We need to remember, rediscover, or discover for the first time that it is possible to heal our wounds to the root. We need to invest in the process of healing and commit fully to it. We need to come back to life from our drugged and numbed states . . . for the sake of our own lives, for the sake of our children’s and grandchildren’s lives, and for the sake of our world.

Related articles:
Even a King Needs Help…
No Pain, No Gain: Psychotherapy and Mental Health Recovery Takes Time
Growing Tenderheartedness

© Copyright 2012 GoodTherapy.org. All rights reserved. Permission to publish granted by Judith Barr, MS, LMHC, therapist in Brookfield, Connecticut

The preceding article was solely written by the author named above. Any views and opinions expressed are not necessarily shared by GoodTherapy.org. Questions or concerns about the preceding article can be directed to the author or posted as a comment below.

  • Leave a Comment
  • abigail


    February 17th, 2012 at 4:41 PM

    She was a great singer, yes. But am I the only person thinking that this is not someone that I really want to think of as a role model? This chick had issues!

  • Erica


    February 17th, 2012 at 8:16 PM

    Everybody has worries,everybody has problems and everybody has pain.Nobodys life is perfect or a bed of roses.Its just the extent of pain that is different in different people.And those with lesser pain have no right to call others weird or different.When this pain gets beyond a certain point it can become very difficult to handle it but help is always available.You just need to seek it out!

  • Nona


    February 18th, 2012 at 9:53 AM

    what is it with all this morbid curiosity about a celeb’s life anyway?

  • randi c

    randi c

    February 19th, 2012 at 8:47 AM

    This is another one of those cases where we think that someone like this has everything and really there is a lot of pain going on inside that we as the public, and sometimes even the family know nothing about.

    We have to keep all of this in perspective. Most of us did not know this person, and her music will be missed, but may it serve as a lesson to all of us.

    Just because something looks perfect from the outside does not mean that it is ok on the inside.

  • Vince


    February 20th, 2012 at 8:03 AM

    I am always amazed that among all of this money and privelege that when it all boils down to it these are real people who experience the same kinds of real world problems that we do. It just goes to show that not everyone who has money has class, and I don’t mean that in a bad way, just that they are not any better than the rest of us. Things affect them in the same bad ways. And it also goes to show that addcition is stronger for most than any amount of money that someone throws at it. I am sure Whitney like so many before her had tried rehab and tried to quit but it gets you and takes hold and won’t let go.

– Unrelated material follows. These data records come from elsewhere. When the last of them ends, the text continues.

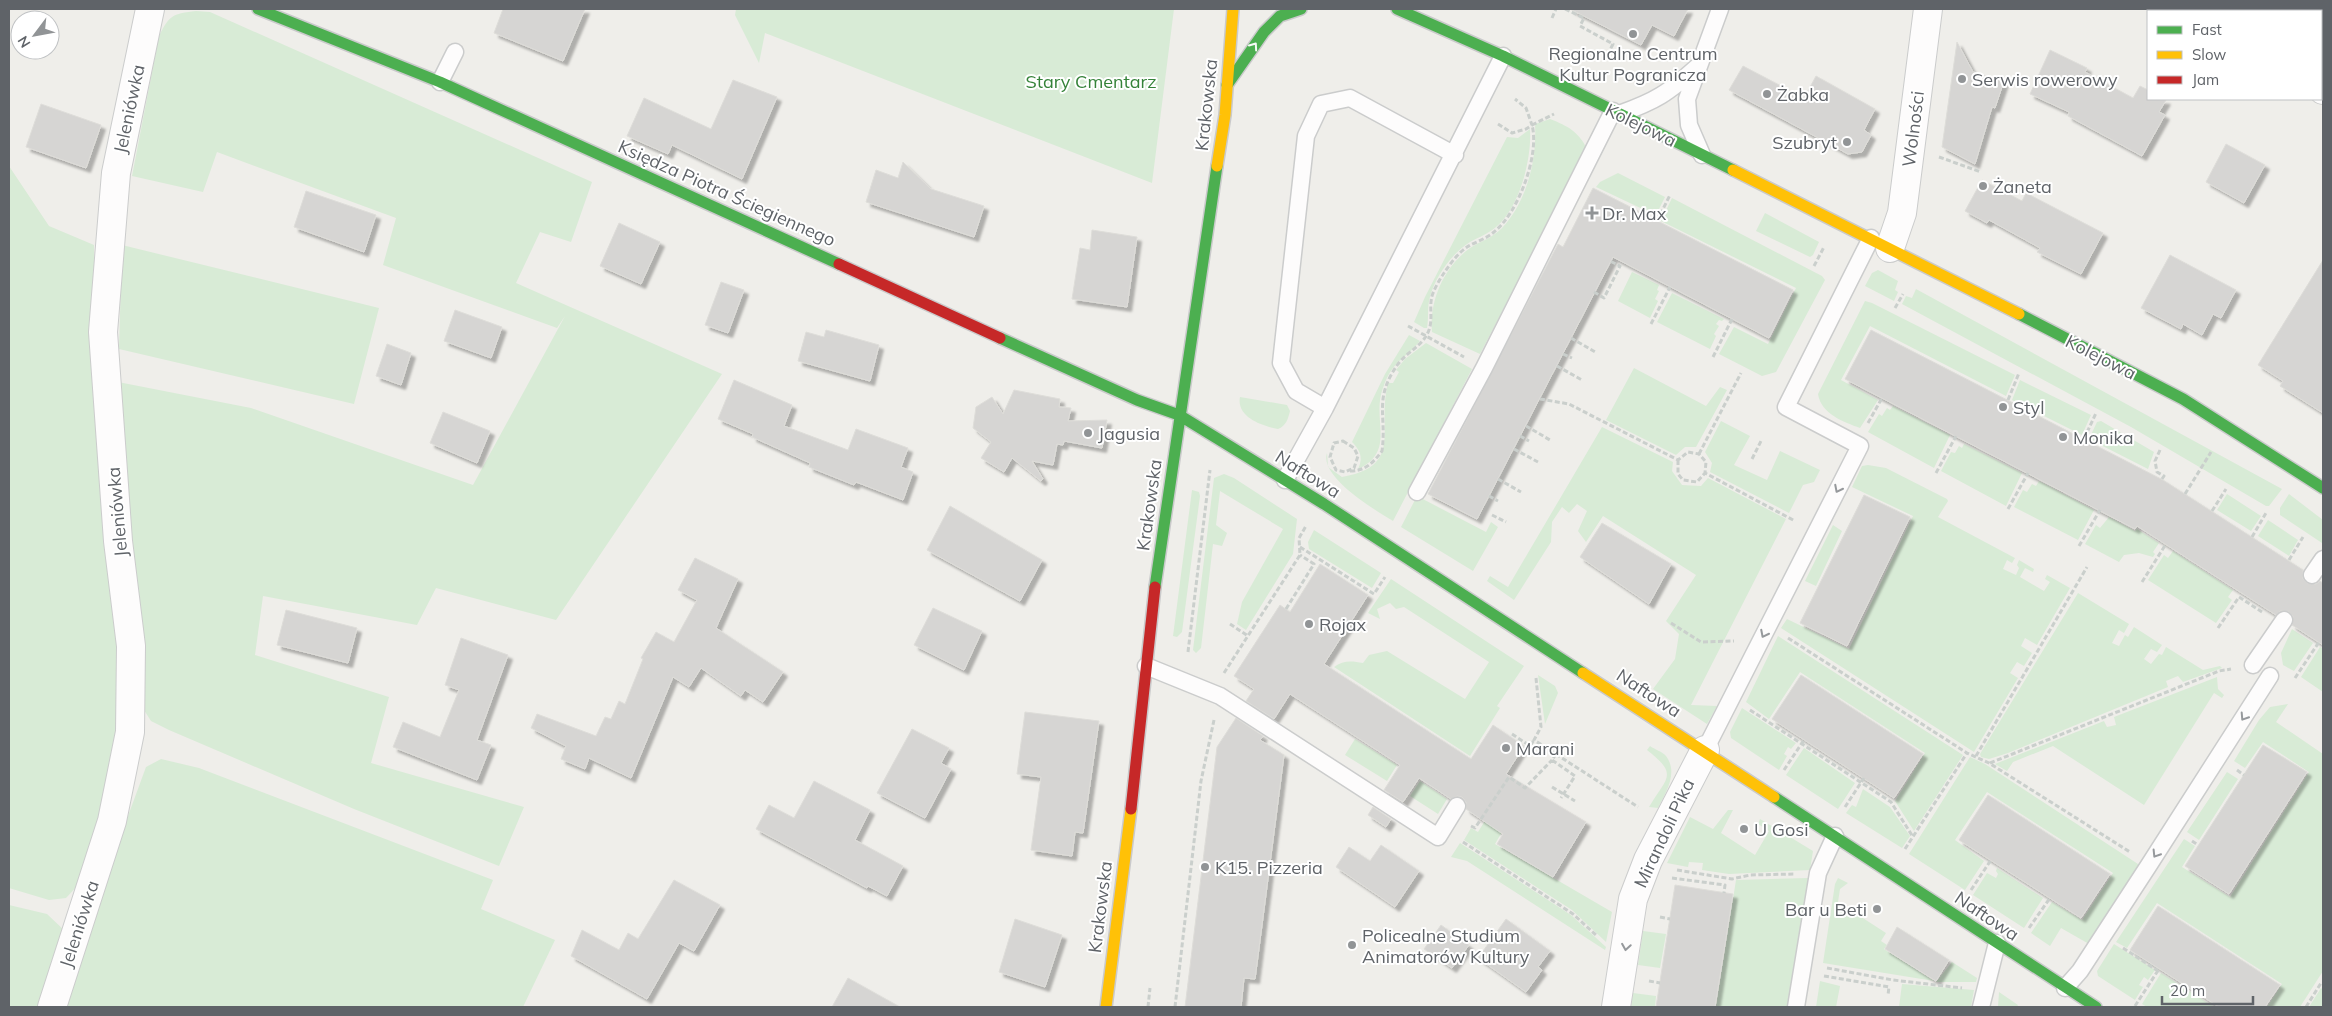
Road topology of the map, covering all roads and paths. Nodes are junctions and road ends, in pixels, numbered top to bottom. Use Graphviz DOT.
graph roads {
  1 [pos="150,9"];
  2 [pos="258,9"];
  3 [pos="1233,9"];
  4 [pos="1301,9"];
  5 [pos="1397,9"];
  6 [pos="1556,9"];
  7 [pos="1565,9"];
  8 [pos="1720,9"];
  9 [pos="1928,9"];
  10 [pos="1408,11"];
  11 [pos="1552,18"];
  12 [pos="1610,50"];
  13 [pos="455,52"];
  14 [pos="1503,56"];
  15 [pos="1699,66"];
  16 [pos="440,82"];
  17 [pos="1226,86"];
  18 [pos="1515,99"];
  19 [pos="1558,112"];
  20 [pos="1616,112"];
  21 [pos="1498,124"];
  22 [pos="1532,125"];
  23 [pos="1454,155"];
  24 [pos="1702,155"];
  25 [pos="1938,156"];
  26 [pos="1981,172"];
  27 [pos="1670,194"];
  28 [pos="1657,221"];
  29 [pos="1826,243"];
  30 [pos="1880,243"];
  31 [pos="1610,261"];
  32 [pos="1814,266"];
  33 [pos="1670,287"];
  34 [pos="1594,292"];
  35 [pos="1903,294"];
  36 [pos="1895,308"];
  37 [pos="1732,319"];
  38 [pos="1651,324"];
  39 [pos="1408,326"];
  40 [pos="1426,337"];
  41 [pos="1571,338"];
  42 [pos="1598,353"];
  43 [pos="1563,354"];
  44 [pos="1713,356"];
  45 [pos="1572,358"];
  46 [pos="1468,359"];
  47 [pos="1557,366"];
  48 [pos="2019,372"];
  49 [pos="1741,373"];
  50 [pos="1582,380"];
  51 [pos="1882,398"];
  52 [pos="1540,399"];
  53 [pos="2008,400"];
  54 [pos="1326,408"];
  55 [pos="2096,413"];
  56 [pos="1179,415"];
  57 [pos="1526,426"];
  58 [pos="1866,427"];
  59 [pos="1520,436"];
  60 [pos="1956,436"];
  61 [pos="1550,440"];
  62 [pos="2084,440"];
  63 [pos="1761,441"];
  64 [pos="1529,442"];
  65 [pos="1514,449"];
  66 [pos="2160,450"];
  67 [pos="2211,451"];
  68 [pos="1699,454"];
  69 [pos="1752,459"];
  70 [pos="1678,460"];
  71 [pos="1538,462"];
  72 [pos="1210,470"];
  73 [pos="1350,471"];
  74 [pos="1936,472"];
  75 [pos="1705,473"];
  76 [pos="2028,474"];
  77 [pos="1498,479"];
  78 [pos="2162,479"];
  79 [pos="1285,480"];
  80 [pos="2323,488"];
  81 [pos="2226,489"];
  82 [pos="1417,492"];
  83 [pos="1521,492"];
  84 [pos="2185,494"];
  85 [pos="1489,496"];
  86 [pos="1498,502"];
  87 [pos="2008,509"];
  88 [pos="2100,510"];
  89 [pos="2212,511"];
  90 [pos="2266,513"];
  91 [pos="1492,515"];
  92 [pos="1506,522"];
  93 [pos="1816,532"];
  94 [pos="2252,537"];
  95 [pos="2303,537"];
  96 [pos="1299,538"];
  97 [pos="2166,544"];
  98 [pos="2080,546"];
  99 [pos="1300,547"];
  100 [pos="1300,555"];
  101 [pos="2323,559"];
  102 [pos="2289,560"];
  103 [pos="2087,567"];
  104 [pos="1388,572"];
  105 [pos="2312,576"];
  106 [pos="2142,582"];
  107 [pos="1286,609"];
  108 [pos="2263,613"];
  109 [pos="2284,620"];
  110 [pos="1671,623"];
  111 [pos="1230,624"];
  112 [pos="2218,628"];
  113 [pos="1765,633"];
  114 [pos="1248,636"];
  115 [pos="2319,642"];
  116 [pos="1188,652"];
  117 [pos="2253,665"];
  118 [pos="1146,666"];
  119 [pos="1535,674"];
  120 [pos="2270,676"];
  121 [pos="2294,678"];
  122 [pos="1220,696"];
  123 [pos="1748,709"];
  124 [pos="1512,734"];
  125 [pos="1534,740"];
  126 [pos="1804,740"];
  127 [pos="1801,744"];
  128 [pos="1705,750"];
  129 [pos="1967,753"];
  130 [pos="1556,754"];
  131 [pos="1976,756"];
  132 [pos="1552,760"];
  133 [pos="1989,763"];
  134 [pos="1781,775"];
  135 [pos="1864,778"];
  136 [pos="1861,782"];
  137 [pos="1552,787"];
  138 [pos="1562,796"];
  139 [pos="1575,801"];
  140 [pos="1638,807"];
  141 [pos="1840,814"];
  142 [pos="1451,815"];
  143 [pos="1836,836"];
  144 [pos="1913,837"];
  145 [pos="1902,855"];
  146 [pos="1991,860"];
  147 [pos="2149,865"];
  148 [pos="1671,868"];
  149 [pos="1818,873"];
  150 [pos="1667,877"];
  151 [pos="1724,893"];
  152 [pos="1966,897"];
  153 [pos="2050,898"];
  154 [pos="2024,935"];
  155 [pos="1600,939"];
  156 [pos="1997,943"];
  157 [pos="2120,947"];
  158 [pos="1817,966"];
  159 [pos="1802,972"];
  160 [pos="2322,982"];
  161 [pos="1150,988"];
  162 [pos="2065,988"];
  163 [pos="1984,991"];
  164 [pos="1888,995"];
  165 [pos="2135,1006"];
  166 [pos="52,1007"];
  167 [pos="1106,1007"];
  168 [pos="1148,1007"];
  169 [pos="1174,1007"];
  170 [pos="1616,1007"];
  171 [pos="1796,1007"];
  172 [pos="1982,1007"];
  173 [pos="2096,1007"];
  174 [pos="2306,1007"];
  1 -- 166 [label="street, Jeleniówka"];
  2 -- 16 [label="street, Księdza Piotra Ściegiennego"];
  3 -- 17 [label="street, Krakowska"];
  17 -- 4 [label="street, one-way"];
  5 -- 10 [label="street, Kolejowa"];
  6 -- 11 [label="path"];
  7 -- 12 [label="path"];
  8 -- 15 [label="lane"];
  9 -- 30 [label="street, Wolności"];
  10 -- 14 [label="street, Kolejowa"];
  13 -- 16 [label="lane"];
  14 -- 20 [label="street, Kolejowa"];
  14 -- 23 [label="lane"];
  15 -- 20 [label="lane"];
  15 -- 24 [label="lane"];
  16 -- 56 [label="street, Księdza Piotra Ściegiennego"];
  17 -- 56 [label="street, Krakowska"];
  18 -- 22 [label="path"];
  19 -- 22 [label="path"];
  20 -- 24 [label="street, Kolejowa"];
  20 -- 82 [label="lane"];
  21 -- 22 [label="path"];
  22 -- 40 [label="path"];
  23 -- 54 [label="lane"];
  23 -- 54 [label="lane"];
  24 -- 30 [label="street, Kolejowa"];
  25 -- 26 [label="path"];
  27 -- 28 [label="path"];
  29 -- 32 [label="path"];
  30 -- 80 [label="street, Kolejowa"];
  30 -- 93 [label="lane, one-way"];
  31 -- 34 [label="path"];
  33 -- 38 [label="path"];
  35 -- 36 [label="path"];
  37 -- 44 [label="path"];
  39 -- 40 [label="path"];
  40 -- 46 [label="path"];
  40 -- 73 [label="path"];
  41 -- 42 [label="path"];
  43 -- 45 [label="path"];
  47 -- 50 [label="path"];
  48 -- 53 [label="path"];
  49 -- 68 [label="path"];
  51 -- 58 [label="path"];
  52 -- 70 [label="path"];
  54 -- 79 [label="lane"];
  55 -- 62 [label="path"];
  56 -- 79 [label="street, Naftowa"];
  56 -- 118 [label="street, Krakowska"];
  57 -- 61 [label="path"];
  59 -- 64 [label="path"];
  60 -- 74 [label="path"];
  63 -- 69 [label="path"];
  65 -- 71 [label="path"];
  66 -- 78 [label="path"];
  67 -- 84 [label="path"];
  68 -- 70 [label="path"];
  68 -- 75 [label="path"];
  70 -- 75 [label="path"];
  72 -- 116 [label="path"];
  73 -- 73 [label="path"];
  75 -- 93 [label="path"];
  76 -- 87 [label="path"];
  77 -- 83 [label="path"];
  79 -- 128 [label="street, Naftowa"];
  81 -- 89 [label="path"];
  85 -- 86 [label="path"];
  88 -- 98 [label="path"];
  90 -- 94 [label="path"];
  91 -- 92 [label="path"];
  93 -- 113 [label="lane"];
  95 -- 102 [label="path"];
  96 -- 99 [label="path"];
  97 -- 106 [label="path"];
  99 -- 100 [label="path"];
  99 -- 104 [label="path"];
  100 -- 107 [label="path"];
  100 -- 114 [label="path"];
  101 -- 105 [label="lane"];
  103 -- 131 [label="path"];
  108 -- 112 [label="path"];
  109 -- 117 [label="lane"];
  110 -- 113 [label="path"];
  111 -- 114 [label="path"];
  113 -- 128 [label="lane, one-way"];
  113 -- 129 [label="path"];
  114 -- 122 [label="path"];
  115 -- 121 [label="path"];
  117 -- 133 [label="path"];
  118 -- 122 [label="lane"];
  118 -- 167 [label="street, Krakowska"];
  119 -- 125 [label="path"];
  120 -- 147 [label="lane, one-way"];
  122 -- 142 [label="lane"];
  122 -- 169 [label="path"];
  123 -- 127 [label="path"];
  124 -- 125 [label="path"];
  125 -- 130 [label="path"];
  126 -- 127 [label="path"];
  127 -- 134 [label="path"];
  127 -- 136 [label="path"];
  128 -- 143 [label="street, Naftowa"];
  128 -- 170 [label="street, Mirandoli Pika, one-way"];
  129 -- 131 [label="path"];
  129 -- 144 [label="path"];
  130 -- 132 [label="path"];
  130 -- 140 [label="path"];
  131 -- 133 [label="path"];
  132 -- 138 [label="path"];
  132 -- 142 [label="path"];
  133 -- 147 [label="path"];
  135 -- 136 [label="path"];
  136 -- 141 [label="path"];
  136 -- 144 [label="path"];
  137 -- 138 [label="path"];
  138 -- 139 [label="path"];
  142 -- 155 [label="path"];
  143 -- 149 [label="lane"];
  143 -- 156 [label="street, Naftowa"];
  144 -- 145 [label="path"];
  146 -- 152 [label="path"];
  147 -- 162 [label="lane"];
  148 -- 149 [label="path"];
  149 -- 159 [label="lane"];
  150 -- 151 [label="path"];
  153 -- 154 [label="path"];
  156 -- 162 [label="street, Naftowa"];
  156 -- 163 [label="lane"];
  157 -- 165 [label="path"];
  158 -- 163 [label="path"];
  159 -- 164 [label="path"];
  159 -- 171 [label="lane"];
  160 -- 174 [label="path"];
  161 -- 168 [label="path"];
  162 -- 173 [label="street, Naftowa"];
  163 -- 172 [label="lane"];
}
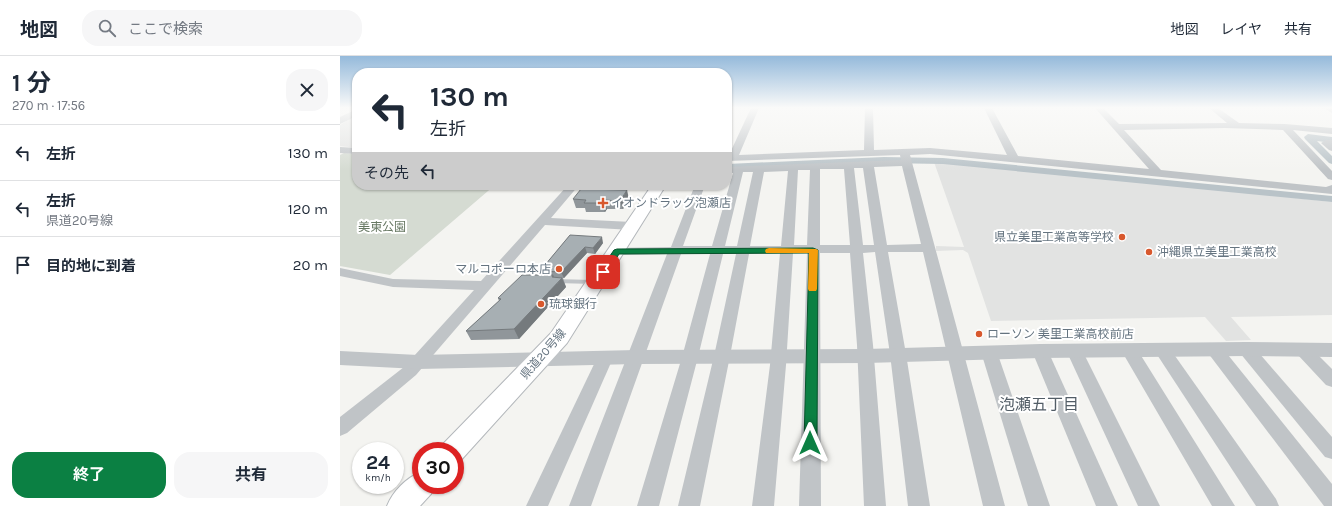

Just wish more people could see this before it took hold.

  • Judith Barr

    Judith Barr

    February 22nd, 2012 at 5:54 AM

    Thank you all for your comments on my post. Some people can be role models in healthy, wonderful ways. We can learn from their strengths and their successes as well as their vulnerabilities, mistakes, and failures. They can mirror for us that we each have strengths and successes, as well as vulnerabilities, mistakes, and failures. Some people can mirror for us how to handle each aspect well. And some people can help us learn from their mistakes. We can learn from their mistakes without putting anybody down. Let’s learn from Whitney’s strengths, successes, vulnerabilities and mistakes . . . there’s so much here to learn and grow from.